**TASK PROMPT**
Please retype the listing below without a single change.

**PROVIDED MATERIAL**
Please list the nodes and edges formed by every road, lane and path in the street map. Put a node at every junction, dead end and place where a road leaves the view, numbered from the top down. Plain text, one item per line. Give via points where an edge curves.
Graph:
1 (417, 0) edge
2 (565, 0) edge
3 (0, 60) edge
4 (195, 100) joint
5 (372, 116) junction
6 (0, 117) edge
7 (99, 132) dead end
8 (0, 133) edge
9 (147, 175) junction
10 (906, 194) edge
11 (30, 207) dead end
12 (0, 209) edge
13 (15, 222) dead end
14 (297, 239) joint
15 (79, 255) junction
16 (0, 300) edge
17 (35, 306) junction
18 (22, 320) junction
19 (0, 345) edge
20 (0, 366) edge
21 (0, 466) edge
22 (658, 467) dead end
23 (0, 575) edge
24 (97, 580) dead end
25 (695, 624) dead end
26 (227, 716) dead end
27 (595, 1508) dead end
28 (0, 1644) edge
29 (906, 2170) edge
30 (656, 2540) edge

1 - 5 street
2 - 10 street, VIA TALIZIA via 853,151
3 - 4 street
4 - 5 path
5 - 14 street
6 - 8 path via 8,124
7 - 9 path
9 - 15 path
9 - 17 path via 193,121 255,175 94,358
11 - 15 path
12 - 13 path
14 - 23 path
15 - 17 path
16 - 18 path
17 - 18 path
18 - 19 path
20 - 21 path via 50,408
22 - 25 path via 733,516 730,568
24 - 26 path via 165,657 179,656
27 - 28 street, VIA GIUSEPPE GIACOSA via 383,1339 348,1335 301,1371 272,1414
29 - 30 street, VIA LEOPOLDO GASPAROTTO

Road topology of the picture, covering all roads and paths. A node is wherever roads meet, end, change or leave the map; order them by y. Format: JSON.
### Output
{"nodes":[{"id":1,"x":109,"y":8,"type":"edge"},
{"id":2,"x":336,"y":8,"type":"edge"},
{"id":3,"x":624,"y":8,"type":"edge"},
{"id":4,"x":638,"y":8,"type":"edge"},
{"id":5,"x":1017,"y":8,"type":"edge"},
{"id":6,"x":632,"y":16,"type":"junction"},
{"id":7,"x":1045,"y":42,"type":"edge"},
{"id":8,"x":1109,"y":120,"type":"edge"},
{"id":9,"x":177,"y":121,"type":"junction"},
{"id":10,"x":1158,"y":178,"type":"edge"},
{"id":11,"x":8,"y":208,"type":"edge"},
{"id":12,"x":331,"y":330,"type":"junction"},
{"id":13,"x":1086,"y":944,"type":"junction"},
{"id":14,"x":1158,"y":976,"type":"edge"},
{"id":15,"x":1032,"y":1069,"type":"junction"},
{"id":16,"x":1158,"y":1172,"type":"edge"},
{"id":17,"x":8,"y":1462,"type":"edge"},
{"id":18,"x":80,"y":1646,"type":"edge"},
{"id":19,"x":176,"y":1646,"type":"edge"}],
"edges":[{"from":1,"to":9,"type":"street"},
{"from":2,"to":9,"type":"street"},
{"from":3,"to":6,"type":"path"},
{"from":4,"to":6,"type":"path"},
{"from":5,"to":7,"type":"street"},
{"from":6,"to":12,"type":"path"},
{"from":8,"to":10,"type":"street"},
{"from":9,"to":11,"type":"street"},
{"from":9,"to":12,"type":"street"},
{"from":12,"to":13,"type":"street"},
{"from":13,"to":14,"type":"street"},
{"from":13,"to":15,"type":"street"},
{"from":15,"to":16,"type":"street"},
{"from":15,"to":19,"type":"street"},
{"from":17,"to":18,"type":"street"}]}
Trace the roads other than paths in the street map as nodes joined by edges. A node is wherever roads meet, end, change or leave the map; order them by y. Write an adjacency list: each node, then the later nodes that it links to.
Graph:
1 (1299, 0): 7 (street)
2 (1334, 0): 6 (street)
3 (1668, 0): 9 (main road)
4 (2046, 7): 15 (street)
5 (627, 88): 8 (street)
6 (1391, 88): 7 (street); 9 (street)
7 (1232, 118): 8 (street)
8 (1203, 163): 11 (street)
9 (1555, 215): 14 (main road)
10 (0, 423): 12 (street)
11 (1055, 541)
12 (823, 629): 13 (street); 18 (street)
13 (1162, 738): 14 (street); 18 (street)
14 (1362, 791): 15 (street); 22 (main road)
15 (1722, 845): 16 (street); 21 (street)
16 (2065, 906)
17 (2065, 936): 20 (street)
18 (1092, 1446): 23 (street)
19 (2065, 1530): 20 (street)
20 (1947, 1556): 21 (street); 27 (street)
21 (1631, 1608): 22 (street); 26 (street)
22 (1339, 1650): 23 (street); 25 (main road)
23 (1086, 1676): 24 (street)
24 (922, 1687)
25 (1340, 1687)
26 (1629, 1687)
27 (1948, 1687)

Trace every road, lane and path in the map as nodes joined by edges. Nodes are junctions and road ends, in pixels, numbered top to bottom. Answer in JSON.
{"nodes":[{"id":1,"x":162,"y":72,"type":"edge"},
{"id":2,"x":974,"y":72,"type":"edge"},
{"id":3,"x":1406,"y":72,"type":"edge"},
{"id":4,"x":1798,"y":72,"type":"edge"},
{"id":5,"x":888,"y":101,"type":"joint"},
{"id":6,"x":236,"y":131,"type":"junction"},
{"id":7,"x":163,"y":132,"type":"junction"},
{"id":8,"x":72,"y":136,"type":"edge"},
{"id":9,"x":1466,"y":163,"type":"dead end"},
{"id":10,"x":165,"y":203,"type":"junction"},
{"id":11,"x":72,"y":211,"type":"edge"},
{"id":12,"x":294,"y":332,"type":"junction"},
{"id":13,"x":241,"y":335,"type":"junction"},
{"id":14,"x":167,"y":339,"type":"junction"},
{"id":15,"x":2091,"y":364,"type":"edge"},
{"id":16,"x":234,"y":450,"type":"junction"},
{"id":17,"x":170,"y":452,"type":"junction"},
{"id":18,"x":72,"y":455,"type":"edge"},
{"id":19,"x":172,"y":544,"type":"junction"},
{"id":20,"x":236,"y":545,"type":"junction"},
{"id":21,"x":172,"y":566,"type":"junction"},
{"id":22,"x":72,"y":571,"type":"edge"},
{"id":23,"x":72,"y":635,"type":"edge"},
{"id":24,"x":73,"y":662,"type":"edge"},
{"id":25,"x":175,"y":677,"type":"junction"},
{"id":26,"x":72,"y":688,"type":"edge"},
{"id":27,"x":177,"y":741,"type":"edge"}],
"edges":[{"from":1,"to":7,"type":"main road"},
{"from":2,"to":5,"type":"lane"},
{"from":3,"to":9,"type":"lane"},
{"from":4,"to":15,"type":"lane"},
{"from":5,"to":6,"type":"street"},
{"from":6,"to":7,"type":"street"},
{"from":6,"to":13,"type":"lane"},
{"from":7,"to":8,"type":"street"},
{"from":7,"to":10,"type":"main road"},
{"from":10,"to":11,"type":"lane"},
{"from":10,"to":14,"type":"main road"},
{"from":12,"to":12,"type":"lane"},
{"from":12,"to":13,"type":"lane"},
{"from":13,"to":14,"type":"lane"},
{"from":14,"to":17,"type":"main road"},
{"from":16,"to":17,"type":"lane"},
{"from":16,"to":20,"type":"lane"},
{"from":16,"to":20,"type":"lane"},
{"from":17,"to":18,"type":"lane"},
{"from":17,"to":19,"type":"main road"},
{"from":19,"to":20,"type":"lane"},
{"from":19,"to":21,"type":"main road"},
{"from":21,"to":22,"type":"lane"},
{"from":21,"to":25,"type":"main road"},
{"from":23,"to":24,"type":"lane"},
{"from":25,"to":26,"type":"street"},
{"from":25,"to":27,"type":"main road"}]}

**SOLVED EXERCISE**
Please list the nodes and edges formed by every road, lane and path in the street map. Put a node at every junction, dead end and place where a road leaves the view, numbered from the top down. Plain text, one item per line. Give via points where an edge curves.
Graph:
1 (417, 0) edge
2 (565, 0) edge
3 (0, 60) edge
4 (195, 100) joint
5 (372, 116) junction
6 (0, 117) edge
7 (99, 132) dead end
8 (0, 133) edge
9 (147, 175) junction
10 (906, 194) edge
11 (30, 207) dead end
12 (0, 209) edge
13 (15, 222) dead end
14 (297, 239) joint
15 (79, 255) junction
16 (0, 300) edge
17 (35, 306) junction
18 (22, 320) junction
19 (0, 345) edge
20 (0, 366) edge
21 (0, 466) edge
22 (658, 467) dead end
23 (0, 575) edge
24 (97, 580) dead end
25 (695, 624) dead end
26 (227, 716) dead end
27 (595, 1508) dead end
28 (0, 1644) edge
29 (906, 2170) edge
30 (656, 2540) edge

1 - 5 street
2 - 10 street, VIA TALIZIA via 853,151
3 - 4 street
4 - 5 path
5 - 14 street
6 - 8 path via 8,124
7 - 9 path
9 - 15 path
9 - 17 path via 193,121 255,175 94,358
11 - 15 path
12 - 13 path
14 - 23 path
15 - 17 path
16 - 18 path
17 - 18 path
18 - 19 path
20 - 21 path via 50,408
22 - 25 path via 733,516 730,568
24 - 26 path via 165,657 179,656
27 - 28 street, VIA GIUSEPPE GIACOSA via 383,1339 348,1335 301,1371 272,1414
29 - 30 street, VIA LEOPOLDO GASPAROTTO

Road topology of the picture, covering all roads and paths. A node is wherever roads meet, end, change or leave the map; order them by y. Format: JSON.
### Output
{"nodes":[{"id":1,"x":109,"y":8,"type":"edge"},
{"id":2,"x":336,"y":8,"type":"edge"},
{"id":3,"x":624,"y":8,"type":"edge"},
{"id":4,"x":638,"y":8,"type":"edge"},
{"id":5,"x":1017,"y":8,"type":"edge"},
{"id":6,"x":632,"y":16,"type":"junction"},
{"id":7,"x":1045,"y":42,"type":"edge"},
{"id":8,"x":1109,"y":120,"type":"edge"},
{"id":9,"x":177,"y":121,"type":"junction"},
{"id":10,"x":1158,"y":178,"type":"edge"},
{"id":11,"x":8,"y":208,"type":"edge"},
{"id":12,"x":331,"y":330,"type":"junction"},
{"id":13,"x":1086,"y":944,"type":"junction"},
{"id":14,"x":1158,"y":976,"type":"edge"},
{"id":15,"x":1032,"y":1069,"type":"junction"},
{"id":16,"x":1158,"y":1172,"type":"edge"},
{"id":17,"x":8,"y":1462,"type":"edge"},
{"id":18,"x":80,"y":1646,"type":"edge"},
{"id":19,"x":176,"y":1646,"type":"edge"}],
"edges":[{"from":1,"to":9,"type":"street"},
{"from":2,"to":9,"type":"street"},
{"from":3,"to":6,"type":"path"},
{"from":4,"to":6,"type":"path"},
{"from":5,"to":7,"type":"street"},
{"from":6,"to":12,"type":"path"},
{"from":8,"to":10,"type":"street"},
{"from":9,"to":11,"type":"street"},
{"from":9,"to":12,"type":"street"},
{"from":12,"to":13,"type":"street"},
{"from":13,"to":14,"type":"street"},
{"from":13,"to":15,"type":"street"},
{"from":15,"to":16,"type":"street"},
{"from":15,"to":19,"type":"street"},
{"from":17,"to":18,"type":"street"}]}
Trace the roads other than paths in the street map as nodes joined by edges. A node is wherever roads meet, end, change or leave the map; order them by y. Write an adjacency list: each node, then the later nodes that it links to.
Graph:
1 (1299, 0): 7 (street)
2 (1334, 0): 6 (street)
3 (1668, 0): 9 (main road)
4 (2046, 7): 15 (street)
5 (627, 88): 8 (street)
6 (1391, 88): 7 (street); 9 (street)
7 (1232, 118): 8 (street)
8 (1203, 163): 11 (street)
9 (1555, 215): 14 (main road)
10 (0, 423): 12 (street)
11 (1055, 541)
12 (823, 629): 13 (street); 18 (street)
13 (1162, 738): 14 (street); 18 (street)
14 (1362, 791): 15 (street); 22 (main road)
15 (1722, 845): 16 (street); 21 (street)
16 (2065, 906)
17 (2065, 936): 20 (street)
18 (1092, 1446): 23 (street)
19 (2065, 1530): 20 (street)
20 (1947, 1556): 21 (street); 27 (street)
21 (1631, 1608): 22 (street); 26 (street)
22 (1339, 1650): 23 (street); 25 (main road)
23 (1086, 1676): 24 (street)
24 (922, 1687)
25 (1340, 1687)
26 (1629, 1687)
27 (1948, 1687)

Trace every road, lane and path in the map as nodes joined by edges. Nodes are junctions and road ends, in pixels, numbered top to bottom. Answer in JSON.
{"nodes":[{"id":1,"x":162,"y":72,"type":"edge"},
{"id":2,"x":974,"y":72,"type":"edge"},
{"id":3,"x":1406,"y":72,"type":"edge"},
{"id":4,"x":1798,"y":72,"type":"edge"},
{"id":5,"x":888,"y":101,"type":"joint"},
{"id":6,"x":236,"y":131,"type":"junction"},
{"id":7,"x":163,"y":132,"type":"junction"},
{"id":8,"x":72,"y":136,"type":"edge"},
{"id":9,"x":1466,"y":163,"type":"dead end"},
{"id":10,"x":165,"y":203,"type":"junction"},
{"id":11,"x":72,"y":211,"type":"edge"},
{"id":12,"x":294,"y":332,"type":"junction"},
{"id":13,"x":241,"y":335,"type":"junction"},
{"id":14,"x":167,"y":339,"type":"junction"},
{"id":15,"x":2091,"y":364,"type":"edge"},
{"id":16,"x":234,"y":450,"type":"junction"},
{"id":17,"x":170,"y":452,"type":"junction"},
{"id":18,"x":72,"y":455,"type":"edge"},
{"id":19,"x":172,"y":544,"type":"junction"},
{"id":20,"x":236,"y":545,"type":"junction"},
{"id":21,"x":172,"y":566,"type":"junction"},
{"id":22,"x":72,"y":571,"type":"edge"},
{"id":23,"x":72,"y":635,"type":"edge"},
{"id":24,"x":73,"y":662,"type":"edge"},
{"id":25,"x":175,"y":677,"type":"junction"},
{"id":26,"x":72,"y":688,"type":"edge"},
{"id":27,"x":177,"y":741,"type":"edge"}],
"edges":[{"from":1,"to":7,"type":"main road"},
{"from":2,"to":5,"type":"lane"},
{"from":3,"to":9,"type":"lane"},
{"from":4,"to":15,"type":"lane"},
{"from":5,"to":6,"type":"street"},
{"from":6,"to":7,"type":"street"},
{"from":6,"to":13,"type":"lane"},
{"from":7,"to":8,"type":"street"},
{"from":7,"to":10,"type":"main road"},
{"from":10,"to":11,"type":"lane"},
{"from":10,"to":14,"type":"main road"},
{"from":12,"to":12,"type":"lane"},
{"from":12,"to":13,"type":"lane"},
{"from":13,"to":14,"type":"lane"},
{"from":14,"to":17,"type":"main road"},
{"from":16,"to":17,"type":"lane"},
{"from":16,"to":20,"type":"lane"},
{"from":16,"to":20,"type":"lane"},
{"from":17,"to":18,"type":"lane"},
{"from":17,"to":19,"type":"main road"},
{"from":19,"to":20,"type":"lane"},
{"from":19,"to":21,"type":"main road"},
{"from":21,"to":22,"type":"lane"},
{"from":21,"to":25,"type":"main road"},
{"from":23,"to":24,"type":"lane"},
{"from":25,"to":26,"type":"street"},
{"from":25,"to":27,"type":"main road"}]}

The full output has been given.